Papà Separati, una emergenza da affrontare
Oltre 2milioni di padri hanno provato, sulla loro pelle, il disagio dell’emarginazione, prima famigliare, poi economica e infine sociale. A questi si aggiungono le madri che dall'impoverimento del padre non riescono a ricevere più alcun sostegno e restano sole a crescere i loro figli.
Il Divorzio, cosi come affrontato dalla attuale legislazione, che resta ancora tale nonostante gli usi e i costumi della nostra società – in evoluzione - siano cambiati rispetto alla sua introduzione, non ha risolto alcun problema … li ha invece degenerati ! E’ diventato solo un giro d'affari di oltre 10mdi di euro l’anno che si sviluppa sulle ceneri della famiglia disgregata.
In ogni società che si rispetti, i benefici raggiunti dovrebbero essere direttamente proporzionali alle risorse economiche impiegate (pubbliche o private che siano). Questo è uno dei rarissimi contesti in cui la dinamica è inversamente proporzionale. Più soldi, infatti, si spendono nei servizi per il divorzio e più la famiglia disgregata si impoverisce, cade nel conflitto e annienta il proprio ruolo educativo di cui hanno bisogno i figli. Questa dinamica economica, sembrerebbe, di dubbia utilità.
Non ci viene forse il dubbio che l’impianto normativo e le consuetudine adottate, non originando alcuna utilità, siano da modificare o meglio eliminare portando la famiglia fuori dai tribunali ? Oppure sarebbe sufficiente aggiornare le norme ?
In parlamento ho sempre visto depositare progetti di legge. Sono certo che non vi è legge in grado di sostituirsi al buon senso che due genitori devono adottare laddove va rispettata la bi genitorialità dei figli, la pariteticità dei tempi di cura e per ultimo le condizioni economiche, che non saranno mai “delle buone condizioni” se uno dei due genitori sarà costretto a dormire presso la Caritas della propria città.

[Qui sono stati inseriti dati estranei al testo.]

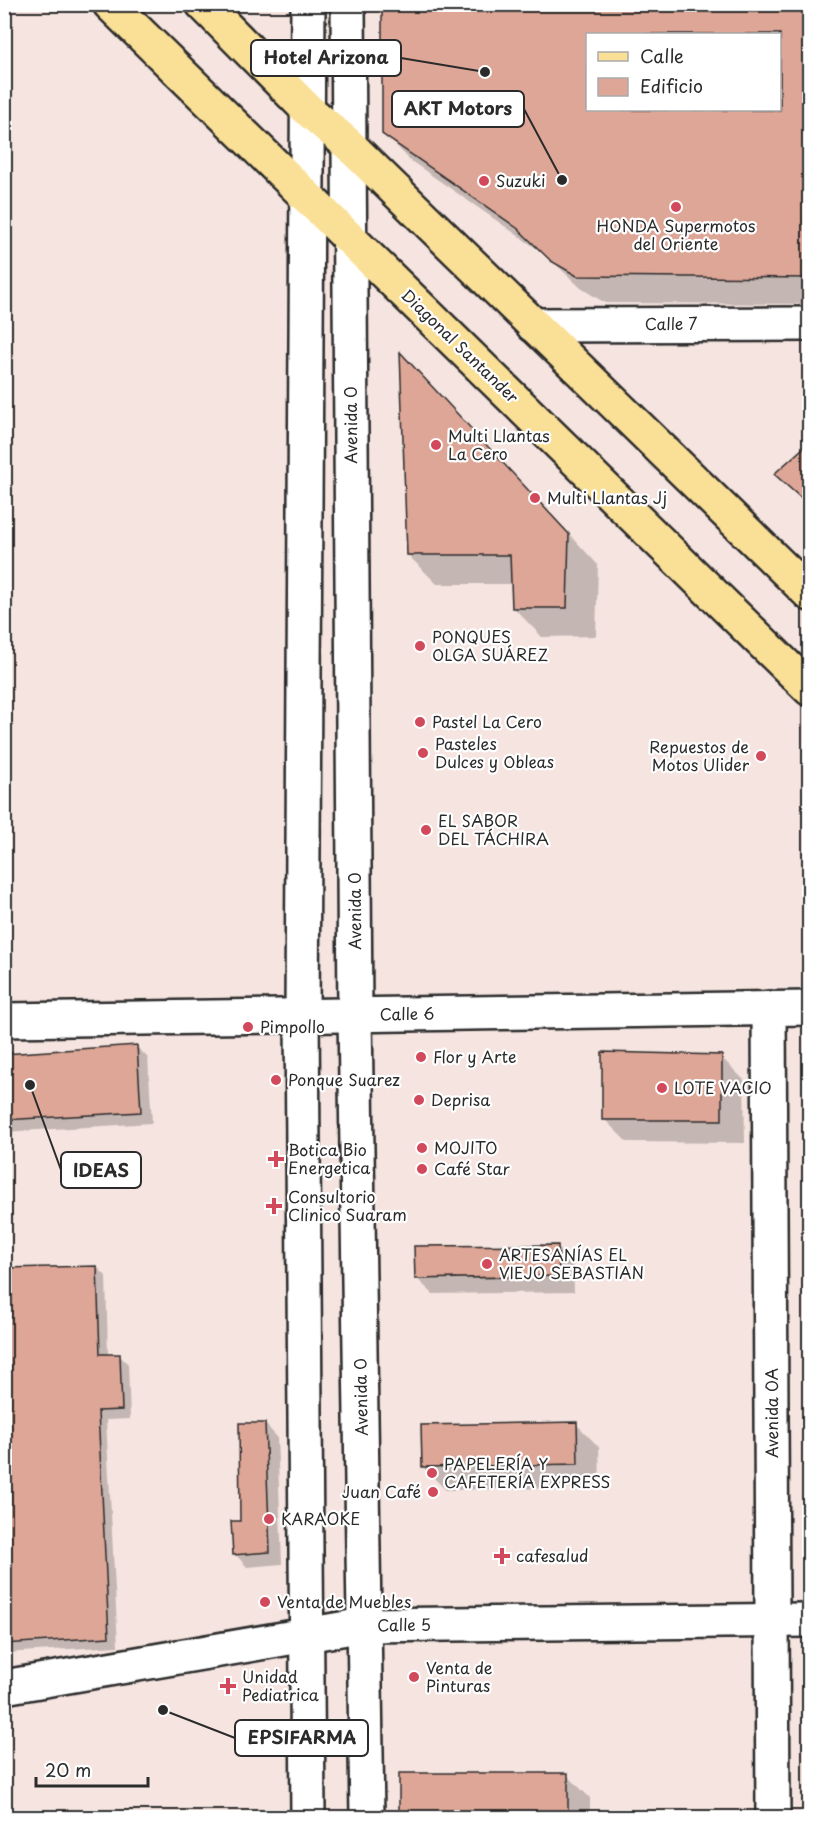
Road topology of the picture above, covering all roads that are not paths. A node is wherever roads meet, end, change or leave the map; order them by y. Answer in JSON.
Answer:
{"nodes":[{"id":1,"x":110,"y":4,"type":"edge"},
{"id":2,"x":203,"y":4,"type":"edge"},
{"id":3,"x":308,"y":4,"type":"edge"},
{"id":4,"x":348,"y":4,"type":"edge"},
{"id":5,"x":308,"y":110,"type":"junction"},
{"id":6,"x":349,"y":145,"type":"junction"},
{"id":7,"x":306,"y":198,"type":"junction"},
{"id":8,"x":350,"y":238,"type":"junction"},
{"id":9,"x":810,"y":324,"type":"edge"},
{"id":10,"x":533,"y":325,"type":"junction"},
{"id":11,"x":810,"y":594,"type":"edge"},
{"id":12,"x":810,"y":688,"type":"edge"},
{"id":13,"x":769,"y":1008,"type":"junction"},
{"id":14,"x":810,"y":1008,"type":"edge"},
{"id":15,"x":356,"y":1014,"type":"junction"},
{"id":16,"x":302,"y":1015,"type":"junction"},
{"id":17,"x":4,"y":1020,"type":"edge"},
{"id":18,"x":773,"y":1620,"type":"junction"},
{"id":19,"x":810,"y":1620,"type":"edge"},
{"id":20,"x":364,"y":1625,"type":"junction"},
{"id":21,"x":306,"y":1636,"type":"junction"},
{"id":22,"x":4,"y":1687,"type":"edge"},
{"id":23,"x":308,"y":1818,"type":"edge"},
{"id":24,"x":367,"y":1818,"type":"edge"},
{"id":25,"x":773,"y":1818,"type":"edge"}],
"edges":[{"from":1,"to":7,"type":"main road","name":"Diagonal Santander"},
{"from":2,"to":5,"type":"main road"},
{"from":3,"to":5,"type":"street"},
{"from":4,"to":6,"type":"street","name":"Avenida 0"},
{"from":5,"to":6,"type":"main road"},
{"from":5,"to":7,"type":"street"},
{"from":6,"to":8,"type":"street","name":"Avenida 0"},
{"from":6,"to":10,"type":"main road"},
{"from":7,"to":8,"type":"main road","name":"Diagonal Santander"},
{"from":7,"to":16,"type":"street"},
{"from":8,"to":12,"type":"main road","name":"Diagonal Santander"},
{"from":8,"to":15,"type":"street","name":"Avenida 0"},
{"from":9,"to":10,"type":"street","name":"Calle 7"},
{"from":10,"to":11,"type":"main road"},
{"from":13,"to":14,"type":"street","name":"Calle 6"},
{"from":13,"to":15,"type":"street","name":"Calle 6"},
{"from":13,"to":18,"type":"street","name":"Avenida 0A"},
{"from":15,"to":16,"type":"street","name":"Calle 6"},
{"from":15,"to":20,"type":"street","name":"Avenida 0"},
{"from":16,"to":17,"type":"street","name":"Calle 6"},
{"from":16,"to":21,"type":"street"},
{"from":18,"to":19,"type":"street","name":"Calle 5"},
{"from":18,"to":20,"type":"street","name":"Calle 5"},
{"from":18,"to":25,"type":"street","name":"Avenida 0A"},
{"from":20,"to":21,"type":"street","name":"Calle 5"},
{"from":20,"to":24,"type":"street","name":"Avenida 0"},
{"from":21,"to":22,"type":"street","name":"Calle 5"},
{"from":21,"to":23,"type":"street"}]}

Fin tanto che non riusciremo a modificare, in parlamento, con delle valide proposte l’attuale impianto normativo nazionale affinchè ponga in essere condizioni paritetiche (per entrambi i genitori separati), vanno ensibilizzate azioni di intervento da parte degli Enti Territoriali (come Comuni, Provincie e Regioni) affinché sottopongano delle soluzioni “concrete” di sostegno.